● Directions
Report how many lines in the records carry the string "main", and give no further text.

● Given entries
────

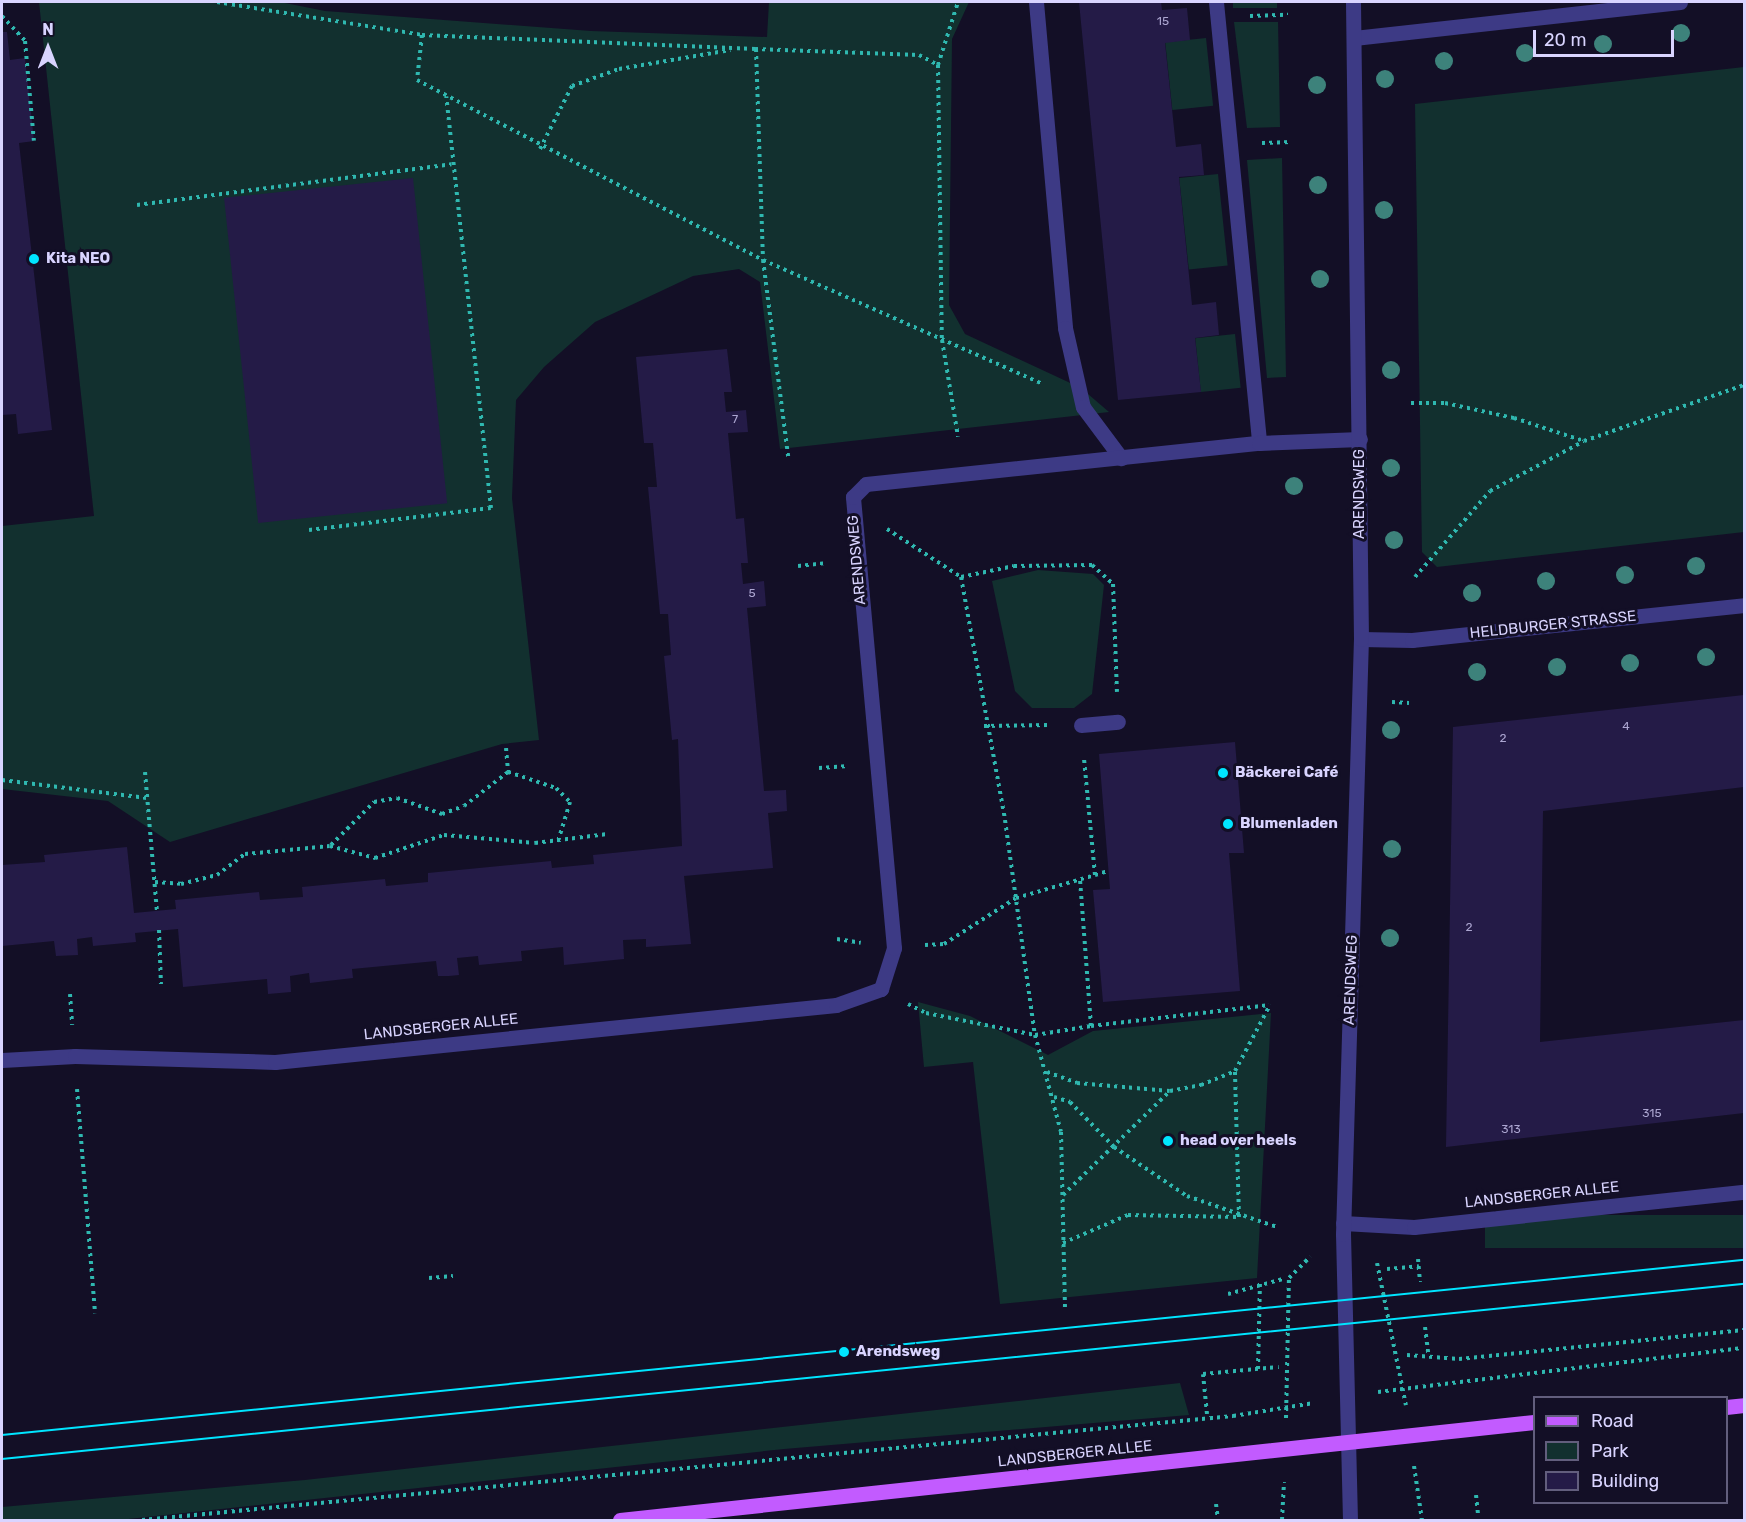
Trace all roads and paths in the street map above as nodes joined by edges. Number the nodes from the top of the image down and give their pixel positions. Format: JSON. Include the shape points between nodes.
{"nodes":[{"id":1,"x":217,"y":2,"type":"edge"},
{"id":2,"x":958,"y":2,"type":"edge"},
{"id":3,"x":1036,"y":2,"type":"edge"},
{"id":4,"x":1216,"y":2,"type":"edge"},
{"id":5,"x":1353,"y":2,"type":"edge"},
{"id":6,"x":1680,"y":2,"type":"edge"},
{"id":7,"x":2,"y":16,"type":"edge"},
{"id":8,"x":422,"y":35,"type":"junction"},
{"id":9,"x":1353,"y":38,"type":"junction"},
{"id":10,"x":756,"y":49,"type":"junction"},
{"id":11,"x":938,"y":65,"type":"junction"},
{"id":12,"x":446,"y":95,"type":"junction"},
{"id":13,"x":34,"y":141,"type":"dead end"},
{"id":14,"x":540,"y":149,"type":"junction"},
{"id":15,"x":451,"y":164,"type":"junction"},
{"id":16,"x":137,"y":205,"type":"dead end"},
{"id":17,"x":763,"y":260,"type":"junction"},
{"id":18,"x":942,"y":340,"type":"junction"},
{"id":19,"x":1744,"y":385,"type":"edge"},
{"id":20,"x":1411,"y":403,"type":"dead end"},
{"id":21,"x":1083,"y":406,"type":"junction"},
{"id":22,"x":958,"y":437,"type":"dead end"},
{"id":23,"x":1360,"y":440,"type":"junction"},
{"id":24,"x":1584,"y":441,"type":"junction"},
{"id":25,"x":1259,"y":443,"type":"junction"},
{"id":26,"x":788,"y":456,"type":"dead end"},
{"id":27,"x":1121,"y":458,"type":"junction"},
{"id":28,"x":309,"y":530,"type":"dead end"},
{"id":29,"x":854,"y":534,"type":"junction"},
{"id":30,"x":961,"y":578,"type":"junction"},
{"id":31,"x":1415,"y":578,"type":"dead end"},
{"id":32,"x":1744,"y":605,"type":"edge"},
{"id":33,"x":1361,"y":639,"type":"junction"},
{"id":34,"x":1118,"y":723,"type":"joint"},
{"id":35,"x":1081,"y":725,"type":"junction"},
{"id":36,"x":984,"y":726,"type":"junction"},
{"id":37,"x":506,"y":748,"type":"dead end"},
{"id":38,"x":145,"y":772,"type":"dead end"},
{"id":39,"x":508,"y":772,"type":"junction"},
{"id":40,"x":2,"y":780,"type":"edge"},
{"id":41,"x":147,"y":798,"type":"junction"},
{"id":42,"x":607,"y":834,"type":"dead end"},
{"id":43,"x":558,"y":839,"type":"junction"},
{"id":44,"x":330,"y":846,"type":"junction"},
{"id":45,"x":1108,"y":872,"type":"dead end"},
{"id":46,"x":1095,"y":875,"type":"junction"},
{"id":47,"x":1080,"y":879,"type":"junction"},
{"id":48,"x":154,"y":882,"type":"junction"},
{"id":49,"x":1016,"y":898,"type":"junction"},
{"id":50,"x":157,"y":911,"type":"dead end"},
{"id":51,"x":159,"y":930,"type":"dead end"},
{"id":52,"x":894,"y":948,"type":"junction"},
{"id":53,"x":161,"y":984,"type":"dead end"},
{"id":54,"x":881,"y":989,"type":"junction"},
{"id":55,"x":70,"y":994,"type":"dead end"},
{"id":56,"x":1091,"y":1026,"type":"junction"},
{"id":57,"x":1035,"y":1035,"type":"junction"},
{"id":58,"x":75,"y":1056,"type":"junction"},
{"id":59,"x":2,"y":1060,"type":"edge"},
{"id":60,"x":1046,"y":1071,"type":"junction"},
{"id":61,"x":1235,"y":1071,"type":"junction"},
{"id":62,"x":1170,"y":1091,"type":"junction"},
{"id":63,"x":1054,"y":1097,"type":"junction"},
{"id":64,"x":1114,"y":1147,"type":"junction"},
{"id":65,"x":1744,"y":1192,"type":"edge"},
{"id":66,"x":1062,"y":1195,"type":"junction"},
{"id":67,"x":1239,"y":1217,"type":"junction"},
{"id":68,"x":1343,"y":1223,"type":"junction"},
{"id":69,"x":1277,"y":1227,"type":"dead end"},
{"id":70,"x":1063,"y":1243,"type":"junction"},
{"id":71,"x":1419,"y":1266,"type":"dead end"},
{"id":72,"x":1387,"y":1269,"type":"dead end"},
{"id":73,"x":453,"y":1276,"type":"dead end"},
{"id":74,"x":429,"y":1278,"type":"dead end"},
{"id":75,"x":1283,"y":1279,"type":"dead end"},
{"id":76,"x":1260,"y":1282,"type":"junction"},
{"id":77,"x":1228,"y":1294,"type":"dead end"},
{"id":78,"x":1065,"y":1310,"type":"dead end"},
{"id":79,"x":95,"y":1313,"type":"dead end"},
{"id":80,"x":1425,"y":1327,"type":"dead end"},
{"id":81,"x":1744,"y":1330,"type":"edge"},
{"id":82,"x":1744,"y":1348,"type":"edge"},
{"id":83,"x":1428,"y":1353,"type":"junction"},
{"id":84,"x":1407,"y":1355,"type":"dead end"},
{"id":85,"x":1279,"y":1367,"type":"dead end"},
{"id":86,"x":1258,"y":1369,"type":"junction"},
{"id":87,"x":1481,"y":1377,"type":"dead end"},
{"id":88,"x":1744,"y":1405,"type":"edge"},
{"id":89,"x":1728,"y":1407,"type":"edge"},
{"id":90,"x":1207,"y":1414,"type":"dead end"},
{"id":91,"x":1190,"y":1420,"type":"dead end"},
{"id":92,"x":1533,"y":1422,"type":"edge"},
{"id":93,"x":1409,"y":1434,"type":"junction"},
{"id":94,"x":1347,"y":1441,"type":"junction"},
{"id":95,"x":1286,"y":1448,"type":"junction"},
{"id":96,"x":1476,"y":1496,"type":"dead end"},
{"id":97,"x":1216,"y":1504,"type":"dead end"},
{"id":98,"x":1478,"y":1515,"type":"dead end"},
{"id":99,"x":142,"y":1521,"type":"edge"},
{"id":100,"x":620,"y":1521,"type":"edge"},
{"id":101,"x":1218,"y":1521,"type":"edge"},
{"id":102,"x":1282,"y":1521,"type":"edge"},
{"id":103,"x":1350,"y":1521,"type":"edge"},
{"id":104,"x":1422,"y":1521,"type":"edge"}],
"edges":[{"from":1,"to":8,"type":"path"},
{"from":2,"to":11,"type":"path"},
{"from":3,"to":21,"type":"street","via":[[1065,328]]},
{"from":4,"to":25,"type":"street"},
{"from":5,"to":9,"type":"street","name":"ARENDSWEG"},
{"from":6,"to":9,"type":"street"},
{"from":7,"to":13,"type":"path","via":[[26,41]]},
{"from":8,"to":10,"type":"path"},
{"from":8,"to":12,"type":"path","via":[[417,80]]},
{"from":9,"to":23,"type":"street","name":"ARENDSWEG"},
{"from":10,"to":11,"type":"path","via":[[919,55]]},
{"from":10,"to":14,"type":"path","via":[[705,51],[619,69],[572,86]]},
{"from":10,"to":17,"type":"path"},
{"from":11,"to":18,"type":"path"},
{"from":12,"to":14,"type":"path"},
{"from":12,"to":15,"type":"path"},
{"from":14,"to":17,"type":"path"},
{"from":15,"to":16,"type":"path"},
{"from":15,"to":28,"type":"path","via":[[491,508]]},
{"from":17,"to":18,"type":"path"},
{"from":17,"to":26,"type":"path"},
{"from":18,"to":21,"type":"path","via":[[1035,379]]},
{"from":18,"to":22,"type":"path"},
{"from":19,"to":24,"type":"path"},
{"from":20,"to":24,"type":"path","via":[[1445,403],[1514,418]]},
{"from":21,"to":27,"type":"street"},
{"from":23,"to":25,"type":"street","name":"ARENDSWEG"},
{"from":23,"to":33,"type":"street","name":"ARENDSWEG"},
{"from":24,"to":31,"type":"path","via":[[1490,491]]},
{"from":25,"to":27,"type":"street","name":"ARENDSWEG"},
{"from":27,"to":29,"type":"street","name":"ARENDSWEG","via":[[866,484],[854,497]]},
{"from":29,"to":30,"type":"path","via":[[888,529]]},
{"from":29,"to":52,"type":"street","name":"ARENDSWEG"},
{"from":30,"to":34,"type":"path","via":[[1014,566],[1092,565],[1113,584]]},
{"from":30,"to":36,"type":"path"},
{"from":32,"to":33,"type":"street","name":"HELDBURGER STRASSE","via":[[1412,640]]},
{"from":33,"to":68,"type":"street","name":"ARENDSWEG"},
{"from":34,"to":35,"type":"street"},
{"from":35,"to":36,"type":"path"},
{"from":35,"to":46,"type":"path"},
{"from":36,"to":49,"type":"path"},
{"from":37,"to":39,"type":"path"},
{"from":38,"to":41,"type":"path"},
{"from":39,"to":43,"type":"path","via":[[556,788],[570,802]]},
{"from":39,"to":44,"type":"path","via":[[464,806],[442,814],[397,798],[374,802]]},
{"from":40,"to":41,"type":"path"},
{"from":41,"to":48,"type":"path"},
{"from":42,"to":43,"type":"path"},
{"from":43,"to":44,"type":"path","via":[[535,843],[444,835],[375,858]]},
{"from":44,"to":48,"type":"path","via":[[245,854],[217,875],[181,884]]},
{"from":45,"to":46,"type":"path"},
{"from":46,"to":47,"type":"path"},
{"from":47,"to":49,"type":"path"},
{"from":47,"to":56,"type":"path"},
{"from":48,"to":50,"type":"path"},
{"from":49,"to":52,"type":"path","via":[[944,944]]},
{"from":49,"to":57,"type":"path"},
{"from":51,"to":53,"type":"path"},
{"from":52,"to":54,"type":"street","name":"ARENDSWEG"},
{"from":54,"to":57,"type":"path","via":[[926,1013]]},
{"from":54,"to":58,"type":"street","name":"LANDSBERGER ALLEE","via":[[836,1005],[274,1062]]},
{"from":55,"to":58,"type":"path"},
{"from":56,"to":57,"type":"path"},
{"from":56,"to":61,"type":"path","via":[[1270,1005]]},
{"from":57,"to":60,"type":"path"},
{"from":58,"to":59,"type":"street","name":"LANDSBERGER ALLEE"},
{"from":58,"to":79,"type":"path"},
{"from":60,"to":62,"type":"path","via":[[1077,1083]]},
{"from":60,"to":63,"type":"path"},
{"from":61,"to":62,"type":"path"},
{"from":61,"to":67,"type":"path"},
{"from":62,"to":64,"type":"path"},
{"from":63,"to":64,"type":"path","via":[[1071,1102]]},
{"from":63,"to":66,"type":"path","via":[[1061,1132]]},
{"from":64,"to":66,"type":"path"},
{"from":64,"to":67,"type":"path","via":[[1187,1196]]},
{"from":65,"to":68,"type":"street","name":"LANDSBERGER ALLEE","via":[[1414,1227]]},
{"from":66,"to":70,"type":"path"},
{"from":67,"to":69,"type":"path"},
{"from":67,"to":70,"type":"path","via":[[1128,1215]]},
{"from":68,"to":93,"type":"path","via":[[1382,1269]]},
{"from":68,"to":94,"type":"street","name":"ARENDSWEG"},
{"from":68,"to":95,"type":"path","via":[[1289,1278]]},
{"from":70,"to":78,"type":"path"},
{"from":71,"to":72,"type":"path"},
{"from":73,"to":74,"type":"path"},
{"from":75,"to":76,"type":"path"},
{"from":76,"to":77,"type":"path"},
{"from":76,"to":86,"type":"path"},
{"from":80,"to":83,"type":"path"},
{"from":81,"to":83,"type":"path","via":[[1459,1359]]},
{"from":82,"to":87,"type":"path"},
{"from":83,"to":84,"type":"path"},
{"from":85,"to":86,"type":"path"},
{"from":86,"to":90,"type":"path","via":[[1203,1374]]},
{"from":88,"to":89,"type":"main road"},
{"from":91,"to":99,"type":"path"},
{"from":92,"to":93,"type":"main road","name":"LANDSBERGER ALLEE"},
{"from":93,"to":94,"type":"main road","name":"LANDSBERGER ALLEE"},
{"from":93,"to":104,"type":"path"},
{"from":94,"to":95,"type":"main road","name":"LANDSBERGER ALLEE"},
{"from":94,"to":103,"type":"street","name":"ARENDSWEG"},
{"from":95,"to":100,"type":"main road","name":"LANDSBERGER ALLEE"},
{"from":95,"to":102,"type":"path"},
{"from":96,"to":98,"type":"path"},
{"from":97,"to":101,"type":"path"}]}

────

● Answer for the task
5